A Nepali Congress lawmaker, who heads the management of a school in Uttar Pradesh, on Thursday dismissed a media report claiming him to be an Indian citizen.
Devendra Raj Kandel, a former minister of state and lawmaker of the main Opposition Nepali Congress, said the education institution named after his grandmother Radha Kumari was established in Gorakhpur, some 200 metres from the Nepal-India border, in 1950 during the Rana dynasty which ruled the Kingdom of Nepal until 1951.
He said his grandmother set up the school in India because the then regime did not allow its establishment in Nepal.
The school, which got approval from the Indian government in January, 1952, has been upgraded to Radha Kumari Inter College.
"Ever since the establishment of the college, it has been under the patronage of my family. First my grandmother was its patron, then my father Prithvi Raj Kandel and now I am its patron.
"How can I be labelled an Indian citizen just because I head the college's management?" Kandel asked.
The Nepali Congress lawmaker said he did not own an inch of land and stayed at his friend's place whenever he visited Gorakhpur for taking the oath as the college management committee's head.
Kandel said his permanent address is Maheshpur, Nawalparasi in western Nepal and also showed its proof at the press meet.
Producing court documents, Kandel said his rival in the management committee election had filed a case at the Allahabad High Court, stating that Kandel was a Nepali national and that he could not head the college's management committee.
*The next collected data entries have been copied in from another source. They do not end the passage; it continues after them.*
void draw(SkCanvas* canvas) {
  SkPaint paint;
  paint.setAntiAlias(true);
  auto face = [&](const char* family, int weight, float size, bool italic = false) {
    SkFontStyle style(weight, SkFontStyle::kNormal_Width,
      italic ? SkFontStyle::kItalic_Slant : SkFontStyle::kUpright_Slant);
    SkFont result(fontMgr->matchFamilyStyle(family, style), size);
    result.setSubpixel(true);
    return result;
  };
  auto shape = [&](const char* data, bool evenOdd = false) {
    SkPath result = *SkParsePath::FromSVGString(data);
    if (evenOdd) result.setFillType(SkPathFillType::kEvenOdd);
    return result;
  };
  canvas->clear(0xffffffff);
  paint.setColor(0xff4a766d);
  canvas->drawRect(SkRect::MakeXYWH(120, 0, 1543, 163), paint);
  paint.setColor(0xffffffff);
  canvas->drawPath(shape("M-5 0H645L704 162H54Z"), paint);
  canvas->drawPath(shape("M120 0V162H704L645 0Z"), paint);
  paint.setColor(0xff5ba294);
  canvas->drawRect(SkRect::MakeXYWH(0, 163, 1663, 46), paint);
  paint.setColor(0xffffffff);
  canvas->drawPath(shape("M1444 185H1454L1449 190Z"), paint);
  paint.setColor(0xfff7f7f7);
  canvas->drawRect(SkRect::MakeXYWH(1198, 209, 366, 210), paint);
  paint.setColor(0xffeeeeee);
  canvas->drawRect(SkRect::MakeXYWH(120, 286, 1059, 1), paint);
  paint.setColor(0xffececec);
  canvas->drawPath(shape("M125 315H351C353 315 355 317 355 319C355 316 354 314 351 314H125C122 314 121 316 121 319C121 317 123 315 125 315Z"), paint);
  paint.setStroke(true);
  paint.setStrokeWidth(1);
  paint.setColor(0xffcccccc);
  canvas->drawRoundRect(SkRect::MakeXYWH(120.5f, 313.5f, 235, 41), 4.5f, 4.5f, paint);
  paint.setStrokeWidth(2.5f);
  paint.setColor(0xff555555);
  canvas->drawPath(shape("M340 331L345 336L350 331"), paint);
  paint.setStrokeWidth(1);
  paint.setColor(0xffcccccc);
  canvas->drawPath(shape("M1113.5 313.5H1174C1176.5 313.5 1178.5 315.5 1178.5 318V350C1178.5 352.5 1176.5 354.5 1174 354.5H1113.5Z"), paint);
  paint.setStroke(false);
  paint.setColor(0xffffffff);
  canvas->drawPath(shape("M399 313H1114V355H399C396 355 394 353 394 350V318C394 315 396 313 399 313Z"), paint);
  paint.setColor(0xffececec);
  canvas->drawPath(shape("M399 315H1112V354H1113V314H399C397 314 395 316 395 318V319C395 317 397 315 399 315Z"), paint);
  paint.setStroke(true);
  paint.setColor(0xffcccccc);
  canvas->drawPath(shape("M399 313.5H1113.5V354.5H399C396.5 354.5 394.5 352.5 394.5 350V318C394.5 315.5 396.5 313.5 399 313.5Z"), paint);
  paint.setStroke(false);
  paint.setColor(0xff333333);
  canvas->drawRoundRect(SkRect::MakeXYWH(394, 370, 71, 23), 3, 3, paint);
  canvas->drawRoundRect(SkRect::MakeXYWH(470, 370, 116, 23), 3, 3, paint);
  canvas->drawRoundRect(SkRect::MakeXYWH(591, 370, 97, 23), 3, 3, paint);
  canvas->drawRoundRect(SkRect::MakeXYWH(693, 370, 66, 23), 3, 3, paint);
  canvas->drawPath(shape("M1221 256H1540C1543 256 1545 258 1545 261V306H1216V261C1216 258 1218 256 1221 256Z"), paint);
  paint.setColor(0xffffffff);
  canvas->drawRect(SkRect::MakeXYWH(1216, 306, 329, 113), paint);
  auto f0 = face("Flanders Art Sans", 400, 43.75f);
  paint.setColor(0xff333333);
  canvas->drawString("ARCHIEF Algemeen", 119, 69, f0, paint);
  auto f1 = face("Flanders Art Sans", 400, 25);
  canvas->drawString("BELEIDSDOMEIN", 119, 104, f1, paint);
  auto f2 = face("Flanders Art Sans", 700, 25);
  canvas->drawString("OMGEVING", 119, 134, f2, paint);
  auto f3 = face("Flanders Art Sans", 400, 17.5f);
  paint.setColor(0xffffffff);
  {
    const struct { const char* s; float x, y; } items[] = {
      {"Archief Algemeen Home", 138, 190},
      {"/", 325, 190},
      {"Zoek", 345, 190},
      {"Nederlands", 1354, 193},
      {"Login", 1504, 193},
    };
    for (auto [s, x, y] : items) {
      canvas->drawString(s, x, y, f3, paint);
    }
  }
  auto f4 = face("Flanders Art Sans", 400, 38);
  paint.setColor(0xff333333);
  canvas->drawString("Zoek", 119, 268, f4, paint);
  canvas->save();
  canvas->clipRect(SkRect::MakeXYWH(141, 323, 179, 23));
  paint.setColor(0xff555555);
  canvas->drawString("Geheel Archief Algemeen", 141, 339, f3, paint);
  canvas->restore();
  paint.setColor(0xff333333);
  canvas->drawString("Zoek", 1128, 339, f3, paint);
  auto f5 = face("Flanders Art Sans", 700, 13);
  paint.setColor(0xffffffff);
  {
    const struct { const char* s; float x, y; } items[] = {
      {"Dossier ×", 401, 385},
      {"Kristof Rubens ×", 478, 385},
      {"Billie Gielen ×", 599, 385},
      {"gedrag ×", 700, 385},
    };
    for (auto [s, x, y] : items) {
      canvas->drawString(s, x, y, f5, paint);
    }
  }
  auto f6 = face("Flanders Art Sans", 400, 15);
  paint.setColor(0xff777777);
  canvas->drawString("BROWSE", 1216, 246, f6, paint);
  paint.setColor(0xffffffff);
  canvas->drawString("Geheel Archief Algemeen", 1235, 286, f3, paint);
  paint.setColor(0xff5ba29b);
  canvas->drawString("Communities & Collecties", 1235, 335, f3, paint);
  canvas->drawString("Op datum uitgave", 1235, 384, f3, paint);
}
"In my reply to the court, I have accepted that I am a Nepali citizen, a Nepali lawmaker and former state minister of Nepal. I have also stated that I can still head the college's management committee on the basis of Nepal-India Peace and Friendship Treaty of 1950, whereby a Nepali citizen can run a social organisation in India.
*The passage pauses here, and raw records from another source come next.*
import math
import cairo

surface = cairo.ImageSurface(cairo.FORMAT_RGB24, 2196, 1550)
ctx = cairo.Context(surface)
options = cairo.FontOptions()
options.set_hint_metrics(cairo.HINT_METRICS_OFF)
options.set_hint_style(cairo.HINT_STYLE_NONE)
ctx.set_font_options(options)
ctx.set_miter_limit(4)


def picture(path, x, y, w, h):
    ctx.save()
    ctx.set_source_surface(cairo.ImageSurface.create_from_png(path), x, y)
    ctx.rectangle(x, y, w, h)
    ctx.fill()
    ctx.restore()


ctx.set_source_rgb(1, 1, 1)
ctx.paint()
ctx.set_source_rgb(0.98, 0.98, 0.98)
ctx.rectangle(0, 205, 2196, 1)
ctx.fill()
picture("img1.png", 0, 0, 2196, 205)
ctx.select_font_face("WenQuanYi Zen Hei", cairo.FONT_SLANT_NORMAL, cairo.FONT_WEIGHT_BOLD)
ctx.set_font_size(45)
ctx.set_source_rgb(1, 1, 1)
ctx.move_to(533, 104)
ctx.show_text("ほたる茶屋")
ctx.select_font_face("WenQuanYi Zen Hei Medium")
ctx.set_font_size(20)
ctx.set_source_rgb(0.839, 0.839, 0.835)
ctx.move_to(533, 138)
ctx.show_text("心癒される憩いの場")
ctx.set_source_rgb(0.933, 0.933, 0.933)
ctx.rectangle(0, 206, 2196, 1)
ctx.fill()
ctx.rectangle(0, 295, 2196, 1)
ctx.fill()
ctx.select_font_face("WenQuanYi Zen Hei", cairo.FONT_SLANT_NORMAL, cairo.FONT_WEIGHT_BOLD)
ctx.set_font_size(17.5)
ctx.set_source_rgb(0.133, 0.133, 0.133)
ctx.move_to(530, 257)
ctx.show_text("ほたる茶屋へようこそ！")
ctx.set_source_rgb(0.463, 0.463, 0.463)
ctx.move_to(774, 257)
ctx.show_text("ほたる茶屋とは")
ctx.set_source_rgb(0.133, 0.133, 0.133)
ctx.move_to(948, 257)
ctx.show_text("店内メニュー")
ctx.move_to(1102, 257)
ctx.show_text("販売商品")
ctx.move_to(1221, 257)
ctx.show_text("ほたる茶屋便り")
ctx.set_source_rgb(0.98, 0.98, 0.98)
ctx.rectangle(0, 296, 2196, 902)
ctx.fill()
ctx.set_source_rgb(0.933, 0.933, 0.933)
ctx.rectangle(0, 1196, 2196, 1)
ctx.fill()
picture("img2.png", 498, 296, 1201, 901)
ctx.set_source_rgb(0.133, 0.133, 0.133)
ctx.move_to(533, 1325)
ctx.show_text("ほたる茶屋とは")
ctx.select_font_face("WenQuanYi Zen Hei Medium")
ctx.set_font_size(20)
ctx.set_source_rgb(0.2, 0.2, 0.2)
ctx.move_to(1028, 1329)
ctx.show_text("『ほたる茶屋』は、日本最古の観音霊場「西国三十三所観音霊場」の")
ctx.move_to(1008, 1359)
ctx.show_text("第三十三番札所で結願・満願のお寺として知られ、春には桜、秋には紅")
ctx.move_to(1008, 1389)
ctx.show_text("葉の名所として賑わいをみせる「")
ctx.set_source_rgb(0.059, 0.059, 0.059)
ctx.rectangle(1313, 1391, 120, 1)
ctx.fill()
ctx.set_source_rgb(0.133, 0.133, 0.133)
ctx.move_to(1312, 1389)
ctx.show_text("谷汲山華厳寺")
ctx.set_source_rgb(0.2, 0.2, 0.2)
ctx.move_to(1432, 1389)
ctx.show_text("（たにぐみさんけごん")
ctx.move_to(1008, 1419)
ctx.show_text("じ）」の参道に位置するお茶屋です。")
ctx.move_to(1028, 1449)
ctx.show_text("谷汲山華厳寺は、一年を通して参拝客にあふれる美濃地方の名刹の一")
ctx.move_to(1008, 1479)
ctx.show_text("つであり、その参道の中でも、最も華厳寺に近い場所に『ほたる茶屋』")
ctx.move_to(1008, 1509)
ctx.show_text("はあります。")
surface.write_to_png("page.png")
"I am surprised that people in Nepal are trying to prove me as an Indian at a time when I am fighting a court case in India in which my rivals want to prove me a Nepali citizen, which I have accepted," he said.
Kandel said he was ready to face action if his name was found registered in any electoral roll in India.
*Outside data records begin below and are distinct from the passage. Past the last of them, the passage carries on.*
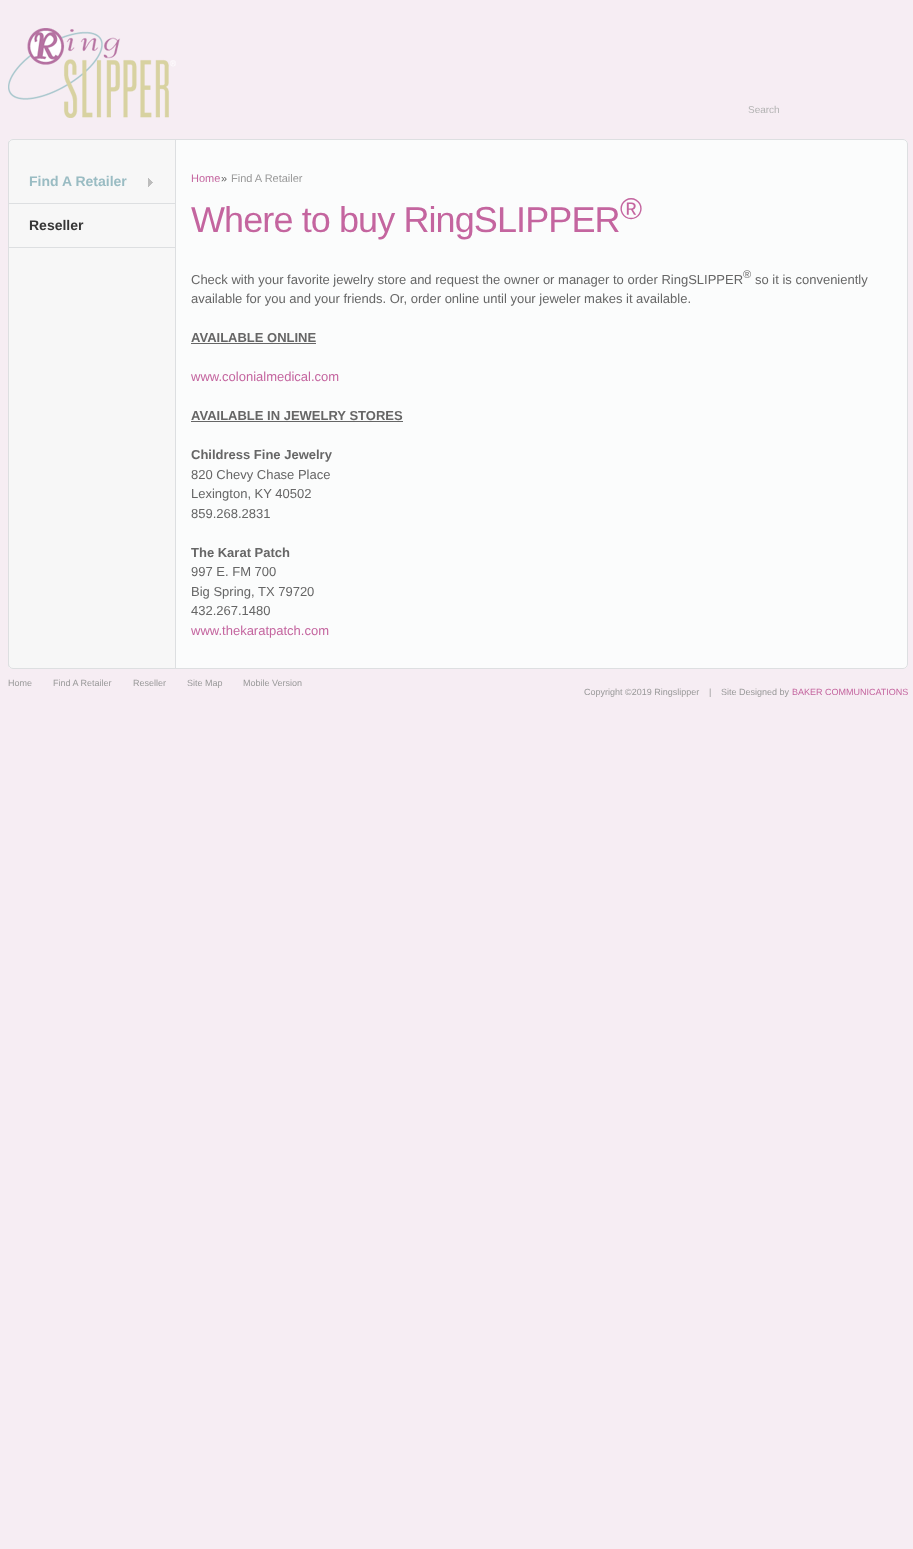 (async () => {
  const canvas = document.querySelector("canvas");
  canvas.width = 913;
  canvas.height = 1549;
  const ctx = canvas.getContext("2d");
  ctx.miterLimit = 4;
  ctx.fontKerning = "normal";
  async function loadImage(src) {
    const img = new Image();
    img.src = src;
    await img.decode();
    return img;
  }

  ctx.fillStyle = "#f6edf3";
  ctx.fillRect(0, 0, 913, 1549);
  ctx.drawImage(await loadImage("img/1.png"), 8, 28, 168, 90);
  ctx.fillStyle = "#fbfcfc";
  ctx.beginPath();
  ctx.roundRect(8, 139, 900, 530, 5);
  ctx.fill();
  ctx.drawImage(await loadImage("img/2.png"), 8, 139, 168, 530);
  ctx.beginPath();
  ctx.roundRect(8.5, 139.5, 899, 529, 4.5);
  ctx.strokeStyle = "#dddfe1";
  ctx.stroke();
  ctx.fillStyle = "#dddfe1";
  ctx.fillRect(9, 203, 166, 1);
  ctx.drawImage(await loadImage("img/3.png"), 148, 178, 5, 9);
  for (const [x, y, w, h, color] of [
    [9, 247, 166, 1, "#dddfe1"],
    [191, 343, 125, 1, "#666666"],
    [191, 421, 212, 1, "#666666"],
  ]) {
    ctx.fillStyle = color;
    ctx.fillRect(x, y, w, h);
  }
  ctx.font = "10px Liberation Sans";
  ctx.fillStyle = "#b3b3b3";
  ctx.fillText("Search", 748, 113);
  ctx.font = "bold 14px Liberation Sans";
  ctx.fillStyle = "#9abcc3";
  ctx.fillText("Find A Retailer", 29, 186);
  ctx.fillStyle = "#363636";
  ctx.fillText("Reseller", 29, 230);
  ctx.font = "11px Liberation Sans";
  ctx.fillStyle = "#c4659f";
  ctx.fillText("Home", 191, 182);
  ctx.fillStyle = "#666666";
  ctx.fillText("»", 221, 182);
  ctx.fillStyle = "#999999";
  ctx.fillText("Find A Retailer", 231, 182);
  ctx.letterSpacing = "-0.9px";
  ctx.font = "36px Liberation Sans";
  ctx.fillStyle = "#c4659f";
  ctx.fillText("Where to buy RingSLIPPER", 191, 232);
  ctx.font = "30px Liberation Sans";
  ctx.fillText("®", 620, 219);
  ctx.letterSpacing = "0px";
  ctx.font = "13px Liberation Sans";
  ctx.fillStyle = "#666666";
  ctx.fillText("Check with your favorite jewelry store and request the owner or manager to order RingSLIPPER", 191, 284);
  ctx.font = "11px Liberation Sans";
  ctx.fillText("®", 743, 278);
  ctx.font = "13px Liberation Sans";
  ctx.fillText("so it is conveniently", 755, 284);
  ctx.fillText("available for you and your friends. Or, order online until your jeweler makes it available.", 191, 303);
  ctx.font = "bold 13px Liberation Sans";
  ctx.fillText("AVAILABLE ONLINE", 191, 342);
  ctx.font = "13px Liberation Sans";
  ctx.fillStyle = "#c4659f";
  ctx.fillText("www.colonialmedical.com", 191, 381);
  ctx.font = "bold 13px Liberation Sans";
  ctx.fillStyle = "#666666";
  ctx.fillText("AVAILABLE IN JEWELRY STORES", 191, 420);
  ctx.fillText("Childress Fine Jewelry", 191, 459);
  ctx.font = "13px Liberation Sans";
  for (const [text, x, y] of [
    ["820 Chevy Chase Place", 191, 479],
    ["Lexington, KY 40502", 191, 498],
    ["859.268.2831", 191, 518],
  ]) {
    ctx.fillText(text, x, y);
  }
  ctx.font = "bold 13px Liberation Sans";
  ctx.fillText("The Karat Patch", 191, 557);
  ctx.font = "13px Liberation Sans";
  for (const [text, x, y] of [
    ["997 E. FM 700", 191, 576],
    ["Big Spring, TX 79720", 191, 596],
    ["432.267.1480", 191, 615],
  ]) {
    ctx.fillText(text, x, y);
  }
  ctx.fillStyle = "#c4659f";
  ctx.fillText("www.thekaratpatch.com", 191, 635);
  ctx.font = "9px Liberation Sans";
  ctx.fillStyle = "#999999";
  for (const [text, x, y] of [
    ["Home", 8, 686],
    ["Find A Retailer", 53, 686],
    ["Reseller", 133, 686],
    ["Site Map", 187, 686],
    ["Mobile Version", 243, 686],
    ["Copyright ©2019 Ringslipper", 584, 695],
    ["|", 709, 695],
    ["Site Designed by", 721, 695],
  ]) {
    ctx.fillText(text, x, y);
  }
  ctx.fillStyle = "#c4659f";
  ctx.fillText("BAKER COMMUNICATIONS", 792, 695);
})();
Reiterating that he did not have Indian citizenship, the lawmaker said that he had acquired an Indian driving licence when he was studying in India.
Kandel said that any Nepali could acquire a driving licence in India and that did not prove that he was an Indian citizen.
He claimed that the then Maoist rebels during the insurgency had fired 16 gunshots at him when he was the state home minister in 2002 and one bullet in still in his chest.
"It is disappointing that I, a member of a family having long history of service to the nation, have been dragged into controversy on the basis of false information," Kandel added.